In the run-up to the awards, Michael van der Jagt, one of the founders and CEO of Parx Plastics was asked what he thought set Parx Plastics apart from the work of others in the same field. He took a moment to explain. The inspiration, he said, came from a vision of being able "to replace chemicals and heavy metals by a biological solution and eliminate the hazardous effects that present solutions show."

"Our technology to kill bacteria is derived from biomimetics while others use chemicals, heavy metals, nano-materials, or other hazardous substances," he said. "We managed to copy something from nature that acts against bacteria that cannot lead to antibiotic resistance. Roughly all available antimicrobial technologies today make use of toxins and they have substances leaching out of the material to kill the bacteria. In our technology we don't use harmful substances and we have nothing leaching out of the material. The fact that we found a way to make an efficient antibacterial effect without leaching substances is the true unique element of our technology."
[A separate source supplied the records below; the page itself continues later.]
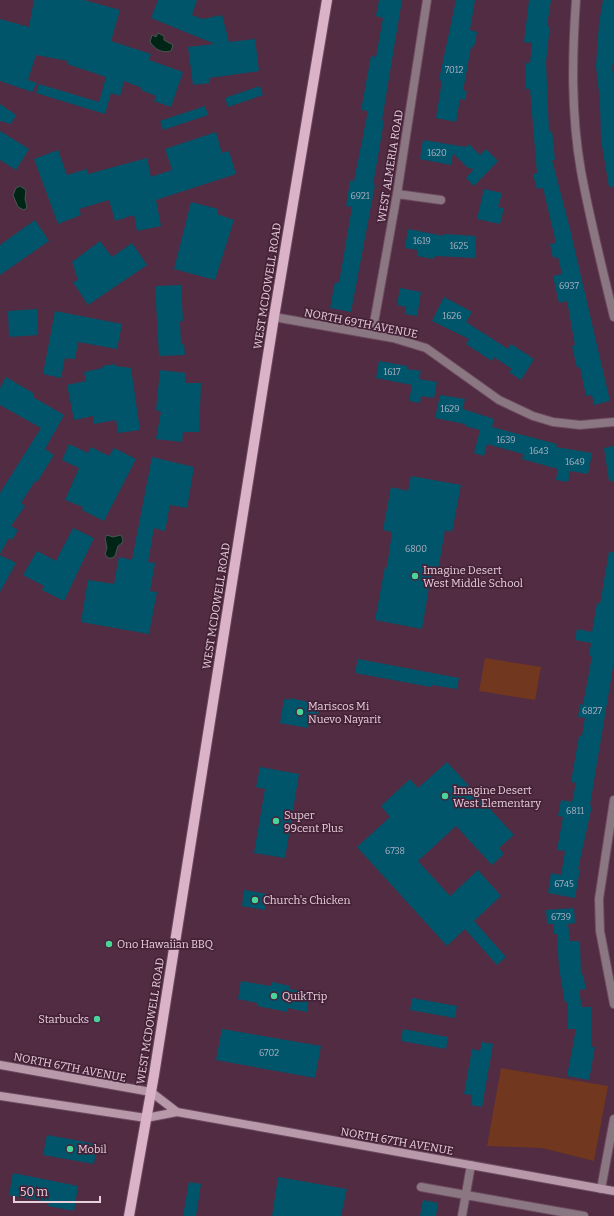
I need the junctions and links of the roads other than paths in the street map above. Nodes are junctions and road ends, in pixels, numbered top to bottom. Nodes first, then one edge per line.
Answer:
1 (327, 0) edge
2 (427, 0) edge
3 (576, 0) edge
4 (397, 194) junction
5 (441, 200) dead end
6 (274, 317) junction
7 (614, 317) edge
8 (372, 334) junction
9 (614, 422) edge
10 (614, 800) edge
11 (613, 815) edge
12 (611, 968) edge
13 (614, 1004) edge
14 (0, 1065) edge
15 (151, 1092) junction
16 (0, 1096) edge
17 (177, 1112) junction
18 (146, 1118) junction
19 (614, 1118) edge
20 (470, 1165) junction
21 (421, 1187) dead end
22 (602, 1189) junction
23 (614, 1191) edge
24 (466, 1194) junction
25 (129, 1216) edge
26 (462, 1216) edge
27 (584, 1216) edge

1 - 6 main road, WEST MCDOWELL ROAD
2 - 4 street, WEST ALMERIA ROAD
3 - 7 street
4 - 5 street
4 - 8 street, WEST ALMERIA ROAD
6 - 8 street, NORTH 69TH AVENUE
6 - 15 main road, WEST MCDOWELL ROAD
8 - 9 street, NORTH 69TH AVENUE
10 - 11 street
11 - 12 street
12 - 13 street
14 - 15 main road, NORTH 67TH AVENUE
15 - 17 main road, NORTH 67TH AVENUE
15 - 18 main road, WEST MCDOWELL ROAD
16 - 18 main road, NORTH 67TH AVENUE
17 - 18 main road, NORTH 67TH AVENUE
17 - 20 main road, NORTH 67TH AVENUE
18 - 25 main road, WEST MCDOWELL ROAD
19 - 22 street
20 - 22 main road, NORTH 67TH AVENUE
20 - 24 street
21 - 24 street
22 - 23 main road, NORTH 67TH AVENUE
24 - 26 street
24 - 27 street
The company is currently engaged in still more tests and trials, and is also talking to seven medical device makers, all of whom have shown serious interest in the technology.

Parx Plastics is headquartered in Rotterdam and has its research facilities in Bologna, Italy. The World Technology Award was the company's second honor this year: Parx Plastics was also selected by the European Commission as one of the top tech startups of Europe in the prestigious 2014 Tech All Stars competition.